HRW’s report also focused on two nations that held general elections in 2018, praising Malaysia for ousting their “corrupt leaders.”

But it challenged Bangladesh’s government for lodging “politically motivated trumped-up cases against thousands of opposition supporters, and violated international standards on freedom of speech by cracking down on media and civil society,” leading up to the December vote that saw the ruling Awami League and its allies swamp the competition.

In Malaysia, then-Prime Minister Najib Razak intensified suppression of freedom speech prior to the May vote.

“In March, the government passed the Anti-Fake News law, broad legislation imposing up to seven years in prison for anyone who maliciously spreads ‘fake news,’ deliberately defined vaguely to allow maximum discretion for the government to target critics,” the report said.

Meanwhile, a coalition led by Mahathir Mohamad ran on an election manifesto that promised to abolish oppressive laws, ensure accountability for police abuses, improve the situation for refugees, ratify international human rights treaties and make the nation’s human rights record respected by the world, the report said.

“By the end of the year, the new government had begun to take steps to fulfill some of those promises,” it said, adding that freedom of speech had improved dramatically under Prime Minister Mahathir’s government.

With regard to Bangladesh, the report pointed to the 107-day detention of acclaimed photojournalist Shahidul Alam after he criticized human rights violations in a television interview and on Facebook. Alam had been commenting on student-led street protests in Dhaka after two of their fellow students had been struck and killed by a speeding bus.
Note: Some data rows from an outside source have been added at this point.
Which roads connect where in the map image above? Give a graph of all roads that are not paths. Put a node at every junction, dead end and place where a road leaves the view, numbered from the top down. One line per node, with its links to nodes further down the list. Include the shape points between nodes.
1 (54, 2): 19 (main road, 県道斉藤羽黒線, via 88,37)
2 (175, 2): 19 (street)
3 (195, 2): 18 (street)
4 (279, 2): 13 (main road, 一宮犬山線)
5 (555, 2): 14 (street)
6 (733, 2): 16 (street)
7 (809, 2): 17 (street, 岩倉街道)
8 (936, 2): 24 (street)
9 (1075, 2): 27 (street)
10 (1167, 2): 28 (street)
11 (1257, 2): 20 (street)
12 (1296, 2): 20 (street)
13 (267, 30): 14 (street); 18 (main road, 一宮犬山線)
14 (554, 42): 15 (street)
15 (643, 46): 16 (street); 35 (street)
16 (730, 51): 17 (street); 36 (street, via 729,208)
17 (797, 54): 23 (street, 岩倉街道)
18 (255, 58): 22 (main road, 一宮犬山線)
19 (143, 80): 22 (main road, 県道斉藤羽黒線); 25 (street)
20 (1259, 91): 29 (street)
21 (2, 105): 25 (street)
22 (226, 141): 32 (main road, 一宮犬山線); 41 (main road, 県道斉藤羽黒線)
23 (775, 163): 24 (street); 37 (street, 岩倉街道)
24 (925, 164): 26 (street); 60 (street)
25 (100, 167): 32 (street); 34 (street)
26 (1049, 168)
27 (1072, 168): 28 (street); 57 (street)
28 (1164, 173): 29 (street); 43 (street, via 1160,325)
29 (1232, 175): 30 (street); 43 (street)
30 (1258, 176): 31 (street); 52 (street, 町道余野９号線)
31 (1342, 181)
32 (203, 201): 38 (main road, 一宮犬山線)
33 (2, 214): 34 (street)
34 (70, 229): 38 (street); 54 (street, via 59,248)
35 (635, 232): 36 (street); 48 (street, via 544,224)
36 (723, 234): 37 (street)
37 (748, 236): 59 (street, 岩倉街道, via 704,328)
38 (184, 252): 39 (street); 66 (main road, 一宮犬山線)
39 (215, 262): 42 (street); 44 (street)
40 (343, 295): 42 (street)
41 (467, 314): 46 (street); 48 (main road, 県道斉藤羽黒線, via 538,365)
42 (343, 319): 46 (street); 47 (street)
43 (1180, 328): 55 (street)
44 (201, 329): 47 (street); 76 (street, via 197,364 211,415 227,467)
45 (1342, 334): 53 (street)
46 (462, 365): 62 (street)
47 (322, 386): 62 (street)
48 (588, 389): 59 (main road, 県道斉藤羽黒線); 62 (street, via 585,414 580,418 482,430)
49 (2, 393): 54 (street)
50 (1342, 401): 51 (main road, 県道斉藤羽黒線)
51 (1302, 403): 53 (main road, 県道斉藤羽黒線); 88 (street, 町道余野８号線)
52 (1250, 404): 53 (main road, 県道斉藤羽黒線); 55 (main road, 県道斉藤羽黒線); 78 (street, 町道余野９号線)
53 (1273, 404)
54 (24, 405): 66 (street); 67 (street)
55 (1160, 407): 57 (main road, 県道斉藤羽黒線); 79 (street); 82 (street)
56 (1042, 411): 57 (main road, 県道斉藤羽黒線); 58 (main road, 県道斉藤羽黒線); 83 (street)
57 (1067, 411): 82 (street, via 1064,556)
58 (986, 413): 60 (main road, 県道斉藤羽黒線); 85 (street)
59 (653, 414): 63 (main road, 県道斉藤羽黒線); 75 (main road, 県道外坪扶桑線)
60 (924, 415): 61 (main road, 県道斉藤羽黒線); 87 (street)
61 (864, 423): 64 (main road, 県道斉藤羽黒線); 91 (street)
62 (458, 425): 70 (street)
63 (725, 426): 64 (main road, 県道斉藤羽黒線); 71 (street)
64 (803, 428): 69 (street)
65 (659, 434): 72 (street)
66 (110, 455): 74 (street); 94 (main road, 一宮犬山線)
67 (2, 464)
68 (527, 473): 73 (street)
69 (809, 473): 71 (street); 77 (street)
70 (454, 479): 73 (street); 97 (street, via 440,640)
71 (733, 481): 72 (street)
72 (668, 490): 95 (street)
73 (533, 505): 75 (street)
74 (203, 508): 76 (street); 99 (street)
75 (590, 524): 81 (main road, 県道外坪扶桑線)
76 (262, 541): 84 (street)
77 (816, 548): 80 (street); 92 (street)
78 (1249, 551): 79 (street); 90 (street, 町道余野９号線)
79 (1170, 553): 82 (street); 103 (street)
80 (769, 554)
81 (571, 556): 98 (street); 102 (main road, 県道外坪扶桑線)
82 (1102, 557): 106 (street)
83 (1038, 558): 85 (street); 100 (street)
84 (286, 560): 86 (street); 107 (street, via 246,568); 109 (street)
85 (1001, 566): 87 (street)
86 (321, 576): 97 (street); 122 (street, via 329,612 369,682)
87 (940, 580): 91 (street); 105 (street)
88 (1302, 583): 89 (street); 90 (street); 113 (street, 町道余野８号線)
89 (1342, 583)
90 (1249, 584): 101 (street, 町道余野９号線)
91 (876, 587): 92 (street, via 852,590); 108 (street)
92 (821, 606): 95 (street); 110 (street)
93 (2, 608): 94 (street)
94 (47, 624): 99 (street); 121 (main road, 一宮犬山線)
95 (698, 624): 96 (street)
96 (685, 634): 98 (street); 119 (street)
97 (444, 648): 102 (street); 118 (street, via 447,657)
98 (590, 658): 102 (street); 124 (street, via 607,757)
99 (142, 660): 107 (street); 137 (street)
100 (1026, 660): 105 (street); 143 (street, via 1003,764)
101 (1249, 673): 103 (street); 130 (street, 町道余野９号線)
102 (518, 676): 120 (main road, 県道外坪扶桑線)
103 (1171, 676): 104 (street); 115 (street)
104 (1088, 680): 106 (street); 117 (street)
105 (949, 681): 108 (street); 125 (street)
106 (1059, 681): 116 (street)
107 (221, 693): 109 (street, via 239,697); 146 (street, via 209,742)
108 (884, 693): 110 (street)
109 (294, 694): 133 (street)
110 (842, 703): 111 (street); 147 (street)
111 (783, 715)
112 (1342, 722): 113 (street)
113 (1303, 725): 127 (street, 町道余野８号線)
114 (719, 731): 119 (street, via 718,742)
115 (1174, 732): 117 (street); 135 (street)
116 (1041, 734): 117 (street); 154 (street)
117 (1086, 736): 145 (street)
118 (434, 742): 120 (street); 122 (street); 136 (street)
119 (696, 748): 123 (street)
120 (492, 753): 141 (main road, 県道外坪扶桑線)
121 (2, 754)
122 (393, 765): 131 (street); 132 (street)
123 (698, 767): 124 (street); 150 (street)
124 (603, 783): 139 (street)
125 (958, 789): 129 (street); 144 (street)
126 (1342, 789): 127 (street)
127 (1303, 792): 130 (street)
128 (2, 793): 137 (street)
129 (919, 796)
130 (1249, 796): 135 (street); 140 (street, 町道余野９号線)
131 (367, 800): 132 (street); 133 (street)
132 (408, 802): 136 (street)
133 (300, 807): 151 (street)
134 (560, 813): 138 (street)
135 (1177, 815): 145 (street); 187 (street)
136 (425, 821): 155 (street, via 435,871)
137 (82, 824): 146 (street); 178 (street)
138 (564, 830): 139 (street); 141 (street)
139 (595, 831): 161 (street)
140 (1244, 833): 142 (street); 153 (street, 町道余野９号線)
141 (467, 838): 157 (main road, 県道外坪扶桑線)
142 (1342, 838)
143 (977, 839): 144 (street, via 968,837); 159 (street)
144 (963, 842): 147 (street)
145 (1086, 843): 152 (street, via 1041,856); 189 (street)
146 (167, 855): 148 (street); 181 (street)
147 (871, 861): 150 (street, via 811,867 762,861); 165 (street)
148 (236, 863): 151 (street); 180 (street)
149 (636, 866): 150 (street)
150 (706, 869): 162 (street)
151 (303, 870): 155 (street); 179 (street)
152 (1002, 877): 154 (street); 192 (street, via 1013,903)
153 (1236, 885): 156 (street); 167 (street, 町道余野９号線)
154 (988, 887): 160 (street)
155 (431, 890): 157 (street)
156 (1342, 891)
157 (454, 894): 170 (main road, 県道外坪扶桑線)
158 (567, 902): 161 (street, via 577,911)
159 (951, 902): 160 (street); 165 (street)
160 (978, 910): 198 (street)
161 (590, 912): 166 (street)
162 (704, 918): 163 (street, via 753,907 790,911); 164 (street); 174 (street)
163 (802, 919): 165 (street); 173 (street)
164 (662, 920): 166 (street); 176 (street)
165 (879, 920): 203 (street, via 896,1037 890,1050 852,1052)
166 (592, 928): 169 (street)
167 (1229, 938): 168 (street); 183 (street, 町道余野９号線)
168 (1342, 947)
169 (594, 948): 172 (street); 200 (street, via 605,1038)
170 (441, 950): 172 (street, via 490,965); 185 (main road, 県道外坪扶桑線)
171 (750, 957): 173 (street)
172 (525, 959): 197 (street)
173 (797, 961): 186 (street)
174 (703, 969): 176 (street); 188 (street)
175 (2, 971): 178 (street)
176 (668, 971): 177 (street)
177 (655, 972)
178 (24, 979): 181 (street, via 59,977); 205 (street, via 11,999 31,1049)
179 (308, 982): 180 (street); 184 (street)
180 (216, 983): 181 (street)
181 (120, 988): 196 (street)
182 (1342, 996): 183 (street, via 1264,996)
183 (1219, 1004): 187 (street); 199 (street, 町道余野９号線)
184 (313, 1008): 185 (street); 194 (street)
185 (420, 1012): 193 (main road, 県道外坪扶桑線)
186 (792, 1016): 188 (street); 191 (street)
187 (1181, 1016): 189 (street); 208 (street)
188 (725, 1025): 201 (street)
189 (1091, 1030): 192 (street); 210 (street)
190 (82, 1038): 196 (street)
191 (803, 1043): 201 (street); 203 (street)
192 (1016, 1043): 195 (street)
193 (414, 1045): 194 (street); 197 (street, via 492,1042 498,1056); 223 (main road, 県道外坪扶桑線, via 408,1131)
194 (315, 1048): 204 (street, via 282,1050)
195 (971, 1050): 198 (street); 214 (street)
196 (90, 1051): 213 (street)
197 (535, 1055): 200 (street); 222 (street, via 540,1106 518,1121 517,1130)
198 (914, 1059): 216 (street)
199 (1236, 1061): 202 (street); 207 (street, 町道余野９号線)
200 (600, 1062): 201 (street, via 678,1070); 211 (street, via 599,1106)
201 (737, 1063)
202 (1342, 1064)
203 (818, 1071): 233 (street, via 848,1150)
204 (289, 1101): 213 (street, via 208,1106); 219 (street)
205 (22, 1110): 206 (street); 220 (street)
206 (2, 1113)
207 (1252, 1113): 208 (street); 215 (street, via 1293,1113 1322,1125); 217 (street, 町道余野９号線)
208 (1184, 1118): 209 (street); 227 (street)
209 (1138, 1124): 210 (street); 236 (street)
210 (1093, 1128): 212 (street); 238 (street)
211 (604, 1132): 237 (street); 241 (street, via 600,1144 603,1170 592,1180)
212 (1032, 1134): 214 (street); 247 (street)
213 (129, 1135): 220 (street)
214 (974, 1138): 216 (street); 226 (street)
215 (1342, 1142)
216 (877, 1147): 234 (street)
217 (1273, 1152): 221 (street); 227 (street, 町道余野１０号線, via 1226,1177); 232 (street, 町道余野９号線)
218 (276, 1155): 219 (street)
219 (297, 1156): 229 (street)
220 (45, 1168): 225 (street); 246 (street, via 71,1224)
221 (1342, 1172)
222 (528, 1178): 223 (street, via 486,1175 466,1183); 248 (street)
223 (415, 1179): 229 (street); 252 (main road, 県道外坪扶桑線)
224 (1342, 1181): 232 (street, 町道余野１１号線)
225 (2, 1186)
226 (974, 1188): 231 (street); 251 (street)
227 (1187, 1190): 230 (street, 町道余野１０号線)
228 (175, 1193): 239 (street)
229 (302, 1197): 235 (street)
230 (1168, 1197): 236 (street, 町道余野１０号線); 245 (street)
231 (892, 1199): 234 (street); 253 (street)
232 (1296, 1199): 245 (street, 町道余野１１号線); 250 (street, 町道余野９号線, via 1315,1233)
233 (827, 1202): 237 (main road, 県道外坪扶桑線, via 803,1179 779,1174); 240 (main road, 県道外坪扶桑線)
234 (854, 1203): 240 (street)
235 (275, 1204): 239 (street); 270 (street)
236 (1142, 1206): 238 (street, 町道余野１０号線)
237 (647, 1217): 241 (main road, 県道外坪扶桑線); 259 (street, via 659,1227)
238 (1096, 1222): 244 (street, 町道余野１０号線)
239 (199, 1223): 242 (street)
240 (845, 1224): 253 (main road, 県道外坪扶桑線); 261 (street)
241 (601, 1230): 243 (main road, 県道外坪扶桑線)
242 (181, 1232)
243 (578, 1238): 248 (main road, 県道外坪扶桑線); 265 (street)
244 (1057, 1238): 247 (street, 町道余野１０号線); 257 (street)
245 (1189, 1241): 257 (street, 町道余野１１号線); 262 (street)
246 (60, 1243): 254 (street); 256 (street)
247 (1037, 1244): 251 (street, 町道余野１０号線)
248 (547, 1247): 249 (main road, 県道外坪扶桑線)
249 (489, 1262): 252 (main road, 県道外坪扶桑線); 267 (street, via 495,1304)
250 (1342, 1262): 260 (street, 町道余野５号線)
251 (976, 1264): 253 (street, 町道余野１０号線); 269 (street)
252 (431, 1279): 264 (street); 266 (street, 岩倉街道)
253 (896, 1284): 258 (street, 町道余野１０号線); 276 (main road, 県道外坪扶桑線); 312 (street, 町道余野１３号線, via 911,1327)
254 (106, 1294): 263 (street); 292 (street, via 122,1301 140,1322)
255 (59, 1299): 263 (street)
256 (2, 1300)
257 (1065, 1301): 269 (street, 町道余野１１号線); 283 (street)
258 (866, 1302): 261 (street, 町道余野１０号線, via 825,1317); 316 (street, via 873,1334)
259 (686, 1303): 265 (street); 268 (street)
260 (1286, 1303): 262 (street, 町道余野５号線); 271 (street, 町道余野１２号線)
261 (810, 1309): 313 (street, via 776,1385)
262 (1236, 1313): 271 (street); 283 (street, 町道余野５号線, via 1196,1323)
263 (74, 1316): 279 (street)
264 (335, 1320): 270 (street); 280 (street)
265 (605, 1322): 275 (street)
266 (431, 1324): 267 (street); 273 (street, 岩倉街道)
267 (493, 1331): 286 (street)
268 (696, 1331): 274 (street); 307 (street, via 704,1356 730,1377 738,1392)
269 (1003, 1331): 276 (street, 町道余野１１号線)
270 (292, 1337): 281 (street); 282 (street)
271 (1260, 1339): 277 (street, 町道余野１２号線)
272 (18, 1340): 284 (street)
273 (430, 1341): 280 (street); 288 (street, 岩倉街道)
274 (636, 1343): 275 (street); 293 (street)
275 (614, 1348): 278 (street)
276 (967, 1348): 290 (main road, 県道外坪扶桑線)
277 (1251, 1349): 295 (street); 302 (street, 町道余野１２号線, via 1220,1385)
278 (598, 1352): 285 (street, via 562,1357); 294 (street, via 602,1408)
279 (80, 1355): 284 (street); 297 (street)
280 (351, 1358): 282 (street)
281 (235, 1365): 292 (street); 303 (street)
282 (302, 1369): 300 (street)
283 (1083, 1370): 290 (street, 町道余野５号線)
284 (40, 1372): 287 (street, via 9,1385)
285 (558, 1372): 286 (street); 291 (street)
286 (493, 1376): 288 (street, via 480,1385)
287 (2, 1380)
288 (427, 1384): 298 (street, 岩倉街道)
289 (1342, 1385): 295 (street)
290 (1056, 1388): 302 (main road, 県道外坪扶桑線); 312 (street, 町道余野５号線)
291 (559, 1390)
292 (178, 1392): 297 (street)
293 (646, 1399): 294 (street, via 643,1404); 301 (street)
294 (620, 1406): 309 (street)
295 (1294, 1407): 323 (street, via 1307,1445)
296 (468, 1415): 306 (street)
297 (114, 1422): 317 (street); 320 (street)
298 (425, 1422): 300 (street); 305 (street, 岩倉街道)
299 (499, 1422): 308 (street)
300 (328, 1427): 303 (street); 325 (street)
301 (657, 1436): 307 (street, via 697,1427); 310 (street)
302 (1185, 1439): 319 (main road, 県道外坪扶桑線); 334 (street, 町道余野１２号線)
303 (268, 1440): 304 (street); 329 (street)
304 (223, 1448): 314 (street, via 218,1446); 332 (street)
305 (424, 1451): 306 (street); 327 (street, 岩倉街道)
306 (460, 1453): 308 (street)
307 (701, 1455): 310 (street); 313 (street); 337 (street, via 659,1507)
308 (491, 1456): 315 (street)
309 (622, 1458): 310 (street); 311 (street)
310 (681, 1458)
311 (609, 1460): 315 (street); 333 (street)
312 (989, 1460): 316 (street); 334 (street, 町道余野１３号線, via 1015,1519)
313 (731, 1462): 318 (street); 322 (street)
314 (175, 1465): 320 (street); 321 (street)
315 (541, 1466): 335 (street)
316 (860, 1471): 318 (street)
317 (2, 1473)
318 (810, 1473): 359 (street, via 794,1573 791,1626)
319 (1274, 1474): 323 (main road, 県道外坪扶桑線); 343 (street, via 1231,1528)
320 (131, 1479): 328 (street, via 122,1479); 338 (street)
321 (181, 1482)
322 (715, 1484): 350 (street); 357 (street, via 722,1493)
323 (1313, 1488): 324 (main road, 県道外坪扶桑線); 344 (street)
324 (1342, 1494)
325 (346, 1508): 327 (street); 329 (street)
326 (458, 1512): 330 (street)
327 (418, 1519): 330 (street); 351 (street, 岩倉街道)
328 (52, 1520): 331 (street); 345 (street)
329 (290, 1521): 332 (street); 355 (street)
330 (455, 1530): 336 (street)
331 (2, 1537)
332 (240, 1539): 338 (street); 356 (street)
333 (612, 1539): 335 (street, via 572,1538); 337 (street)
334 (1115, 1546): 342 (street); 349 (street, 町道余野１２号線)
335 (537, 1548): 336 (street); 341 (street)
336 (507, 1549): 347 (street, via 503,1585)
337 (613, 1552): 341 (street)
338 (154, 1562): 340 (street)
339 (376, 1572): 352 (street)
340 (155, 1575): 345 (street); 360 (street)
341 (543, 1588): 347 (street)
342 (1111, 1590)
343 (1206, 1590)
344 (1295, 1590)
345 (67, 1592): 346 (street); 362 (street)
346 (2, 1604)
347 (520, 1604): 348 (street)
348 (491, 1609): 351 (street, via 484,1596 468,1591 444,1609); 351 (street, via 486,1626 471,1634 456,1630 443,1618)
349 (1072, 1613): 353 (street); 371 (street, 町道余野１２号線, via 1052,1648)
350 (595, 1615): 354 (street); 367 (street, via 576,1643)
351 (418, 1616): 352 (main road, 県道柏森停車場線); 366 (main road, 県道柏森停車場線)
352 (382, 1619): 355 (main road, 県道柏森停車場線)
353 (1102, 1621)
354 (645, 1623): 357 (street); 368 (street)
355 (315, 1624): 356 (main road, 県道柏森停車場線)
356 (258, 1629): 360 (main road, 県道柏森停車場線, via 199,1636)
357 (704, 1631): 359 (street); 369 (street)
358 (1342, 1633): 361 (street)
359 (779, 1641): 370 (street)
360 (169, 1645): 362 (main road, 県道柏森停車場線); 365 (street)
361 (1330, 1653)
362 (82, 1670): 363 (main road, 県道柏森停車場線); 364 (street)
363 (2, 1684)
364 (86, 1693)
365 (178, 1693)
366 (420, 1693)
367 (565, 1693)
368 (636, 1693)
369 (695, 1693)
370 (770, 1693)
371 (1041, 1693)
In September, the Bangladesh government passed the Digital Security Act to monitor electronic communications in an effort to address “abusive provisions in the Information and Communication Technology Act.” HRW said the act actually contained new sections criminalizing free speech.

“Human rights groups remained under pressure, due to restrictions on accessing foreign funding. Journalists reported threats and intimidation to prevent any criticism of the government,” HRW said.

Junta issues

In Thailand, the report challenged the junta-led government for delaying “lifting severe restrictions on free expression, association and assembly, despite announcing a national election in February 2019.”

It said authorities had routinely enforced censorship while threatening media outlets; disrupted academic seminars and public discussion about human rights and democracy; and arrested at least 130 pro-democracy activists on illegal assembly charges.

In addition, pledges to protect human rights defenders have not been fulfilled.

“The killings of more than 30 human rights defenders and civil society activists since 2001 remained unresolved. Military cover-up and shoddy police work hampered the efforts to prosecute soldiers who shot dead teenage ethnic Lahu activist Chaiyaphum Pasae in March 2017 in Chiang Mai province.”